The manoeuvrings, distortion and blatant partiality of Tory ministers over fracking in the Fylde have been disgraceful. David Cameron publicly proclaimed he wanted Blackpool to be the ‘fracking capital’ of Europe – without asking us! No wonder a Blackpool Gazette editorial took him to task on it. Tory Minister Matt Hancock tried to turn his visit to Blackpool to announce the new Energy College promised to Blackpool and The Fylde College into a propaganda campaign for shale. But the welcome development of this facility and its prospectus actually also looks at a whole range of other technologies, including renewables and conventional oil and gas exploration on and off-shore – not least here in Liverpool Bay.

As I have consistently said, and repeated when I spoke at the all-day conference on fracking held in Blackpool in January, there has been little or no concern expressed or focus given to the impact on our seaside or rural tourism in Blackpool and the Fylde by the Coalition or their fracking enthusiasts if large-scale exploration went ahead. And yet continued controversy and the disruption, pressure on roads and the environment from vehicles and fracking activity could jeopardise our area’s image to the hundreds of thousands, millions of visitors who come here to enjoy the coast, the leisure outlets and the countryside of the area. The impact this could have on hundreds of our small (as well as large) businesses – B&Bs, cafes, outdoor activities, garden centres etc – is being ignored by the fracking fraternity.

Fracking is being proposed in areas of the UK which have 5, 10 times the amount of people and homes density to those where it has already taken place in the US. Given the current situation with oil supply and
prices, and the recent reports that onshore conventional exploration near Gatwick could yield major future oil supplies, is this a time to be rushing to shale, overriding all the considerations that should be raised? I think not.

That’s why I believe we need the full set of regulations and safeguards which Labour put forward being put back firmly on the statute book and taken forward by the next Labour Government. That’s what I will rigorously campaign for if re-elected as MP for Blackpool South.

Campaigning for a cleaner, greener future for Blackpool

There is also a fundamental issue of principle here which I believe Lancashire’s planners need to take into account when they finally make their much delayed decision on Cuadrilla’s applications.

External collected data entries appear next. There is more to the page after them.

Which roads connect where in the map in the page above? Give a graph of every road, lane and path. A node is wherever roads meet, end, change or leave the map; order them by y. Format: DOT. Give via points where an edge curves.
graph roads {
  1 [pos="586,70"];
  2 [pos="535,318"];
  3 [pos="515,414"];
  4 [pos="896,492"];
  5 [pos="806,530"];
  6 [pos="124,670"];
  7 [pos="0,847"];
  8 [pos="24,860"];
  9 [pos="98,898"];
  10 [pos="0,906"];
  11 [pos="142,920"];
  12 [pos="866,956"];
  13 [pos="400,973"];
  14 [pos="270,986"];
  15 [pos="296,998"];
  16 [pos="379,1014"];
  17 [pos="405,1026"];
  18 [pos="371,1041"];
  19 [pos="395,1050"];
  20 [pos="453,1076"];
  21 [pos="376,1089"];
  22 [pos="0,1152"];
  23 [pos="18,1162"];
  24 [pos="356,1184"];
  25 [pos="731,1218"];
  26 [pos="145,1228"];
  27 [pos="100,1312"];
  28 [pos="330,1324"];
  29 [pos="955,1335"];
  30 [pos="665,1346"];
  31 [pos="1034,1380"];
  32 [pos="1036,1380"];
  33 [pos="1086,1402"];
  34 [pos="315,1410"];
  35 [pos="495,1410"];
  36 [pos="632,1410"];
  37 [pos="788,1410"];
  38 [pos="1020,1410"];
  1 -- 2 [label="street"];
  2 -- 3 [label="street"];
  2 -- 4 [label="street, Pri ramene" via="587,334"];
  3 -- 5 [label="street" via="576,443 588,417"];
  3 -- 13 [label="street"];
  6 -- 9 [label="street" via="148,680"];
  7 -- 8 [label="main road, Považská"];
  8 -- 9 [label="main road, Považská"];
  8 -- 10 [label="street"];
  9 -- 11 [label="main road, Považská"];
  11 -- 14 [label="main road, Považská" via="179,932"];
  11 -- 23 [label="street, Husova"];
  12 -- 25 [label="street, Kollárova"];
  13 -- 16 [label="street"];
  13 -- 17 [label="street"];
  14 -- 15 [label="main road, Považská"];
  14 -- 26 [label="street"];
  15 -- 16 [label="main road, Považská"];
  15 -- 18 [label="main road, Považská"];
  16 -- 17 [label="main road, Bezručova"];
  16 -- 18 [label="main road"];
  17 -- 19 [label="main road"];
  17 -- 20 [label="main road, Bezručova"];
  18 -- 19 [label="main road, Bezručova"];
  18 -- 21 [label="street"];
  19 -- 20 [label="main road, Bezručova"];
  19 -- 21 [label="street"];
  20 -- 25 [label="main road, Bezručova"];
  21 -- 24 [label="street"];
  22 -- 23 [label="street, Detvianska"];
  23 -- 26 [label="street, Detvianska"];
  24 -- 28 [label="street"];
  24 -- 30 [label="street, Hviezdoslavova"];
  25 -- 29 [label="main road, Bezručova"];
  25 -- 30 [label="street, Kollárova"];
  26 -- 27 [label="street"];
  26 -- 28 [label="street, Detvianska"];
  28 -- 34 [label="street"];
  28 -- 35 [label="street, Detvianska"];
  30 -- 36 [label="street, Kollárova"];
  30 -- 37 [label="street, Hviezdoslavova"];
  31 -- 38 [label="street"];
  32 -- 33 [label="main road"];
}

If we believe in devolution of powers to local communities, as Labour is committed to, that must include a key say for local people in planning decisions that will change their environments substantially. That’s why I concluded my remarks at the Blackpool conference by saying, as the Gazette reported, ‘The decision we make cannot easily be reversed as these decisions are not just for ourselves but for our children too.’

It’s why incidentally I have so strongly opposed insensitive development on Marton Moss in the past and continue to monitor sharply with residents the building activities there. It’s why I’ve argued for rail and other transport improvements between Blackpool through South Shore and into the Fylde so we can promote tourism but also sustainable green-orientated and visitor-friendly businesses, ones that bring jobs and opportunities for young people but also are in keeping with the local environment and the drive for renewables and meeting our climate change commitments. It’s why among my election pledges in this campaign is one to ‘make protecting Blackpool’s green spaces, quality of life and decent homes to live in my priorities.’

To do that I need the support of people who care too about these things. I hope I will get that support to continue as the MP in Blackpool South, in a seat which will be, as it was last time in 2010, a tight race between myself and the Conservatives whose record on these issues is extremely poor.